What the task asks:
A word-for-word copy of the entries is needed, and it should contain no images.

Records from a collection
------------------------------

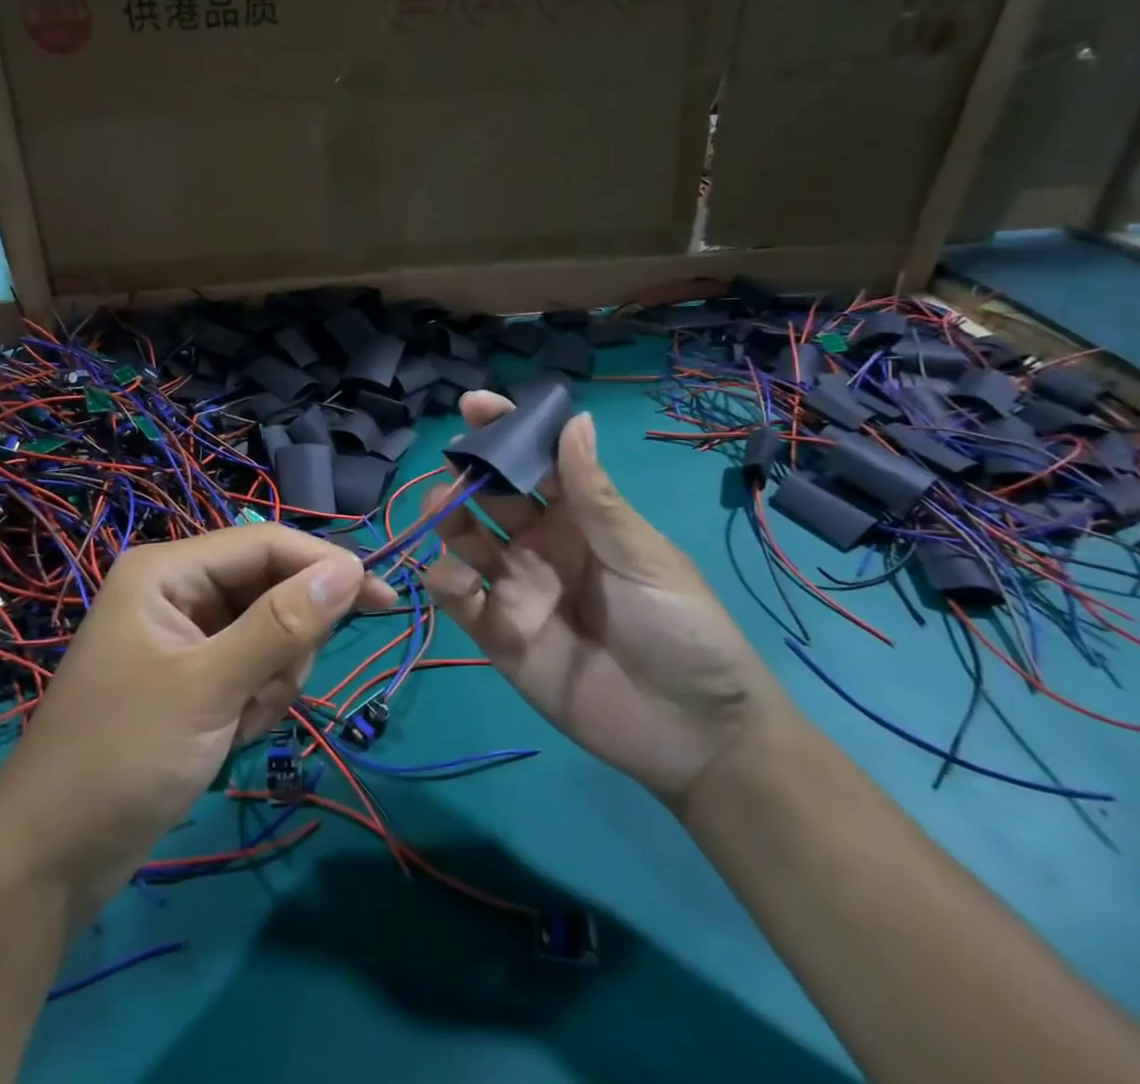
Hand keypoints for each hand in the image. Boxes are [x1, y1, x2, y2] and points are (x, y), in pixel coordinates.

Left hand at [0, 525, 393, 918]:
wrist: (49, 861)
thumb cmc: (122, 757)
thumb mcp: (209, 688)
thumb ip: (281, 625)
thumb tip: (349, 568)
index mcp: (168, 571)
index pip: (265, 544)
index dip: (323, 565)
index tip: (380, 598)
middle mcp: (177, 591)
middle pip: (270, 589)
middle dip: (284, 645)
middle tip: (267, 694)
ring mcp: (185, 636)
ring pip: (268, 633)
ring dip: (271, 681)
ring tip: (238, 725)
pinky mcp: (192, 677)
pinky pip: (251, 668)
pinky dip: (255, 701)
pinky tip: (230, 737)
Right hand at [421, 392, 783, 807]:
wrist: (696, 734)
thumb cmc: (683, 629)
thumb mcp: (643, 555)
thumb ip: (594, 495)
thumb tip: (575, 419)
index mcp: (579, 518)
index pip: (535, 463)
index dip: (506, 431)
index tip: (475, 404)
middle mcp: (540, 545)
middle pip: (491, 497)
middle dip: (469, 474)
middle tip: (457, 468)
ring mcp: (517, 589)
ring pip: (465, 541)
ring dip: (448, 519)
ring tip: (443, 510)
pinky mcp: (499, 636)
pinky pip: (460, 600)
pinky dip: (446, 582)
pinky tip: (457, 579)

------------------------------

Task solution:
Hand keypoints for each hand in the image. Boxes are [x1, y1, x2, y2] and points are (x, y), in pixel coordinates.

Left hand at [0, 525, 393, 918]:
wrist: (49, 861)
thumb cmc: (122, 757)
thumb mcp: (209, 688)
thumb ip: (281, 625)
thumb tip: (349, 568)
index mcp: (168, 571)
index pip: (265, 544)
index dip: (323, 565)
index tip: (380, 598)
middle mcp: (177, 591)
middle pip: (270, 589)
middle dip: (284, 645)
middle tip: (267, 694)
ring mcp: (185, 636)
ring pip: (268, 633)
ring dip: (271, 681)
ring tip: (238, 725)
pinky mcp: (192, 677)
pinky pip: (251, 668)
pinky dip: (255, 701)
pinky tip: (230, 737)
Right hand at [421, 392, 783, 807]:
wrist: (696, 734)
thumb cmc: (683, 629)
thumb mcp: (643, 555)
thumb ip: (594, 495)
thumb tip: (575, 419)
index mcp: (579, 518)
index pip: (535, 463)
index dip: (506, 431)
index tip: (475, 404)
middle mcp: (540, 545)
middle pip: (491, 497)
middle dip: (469, 474)
middle tip: (457, 468)
ring mcp: (517, 589)
ring pip: (465, 541)
ring dip: (448, 519)
ring tip: (443, 510)
pinky mcp: (499, 636)
pinky pip: (460, 600)
pinky dip: (446, 582)
pinky tip: (457, 579)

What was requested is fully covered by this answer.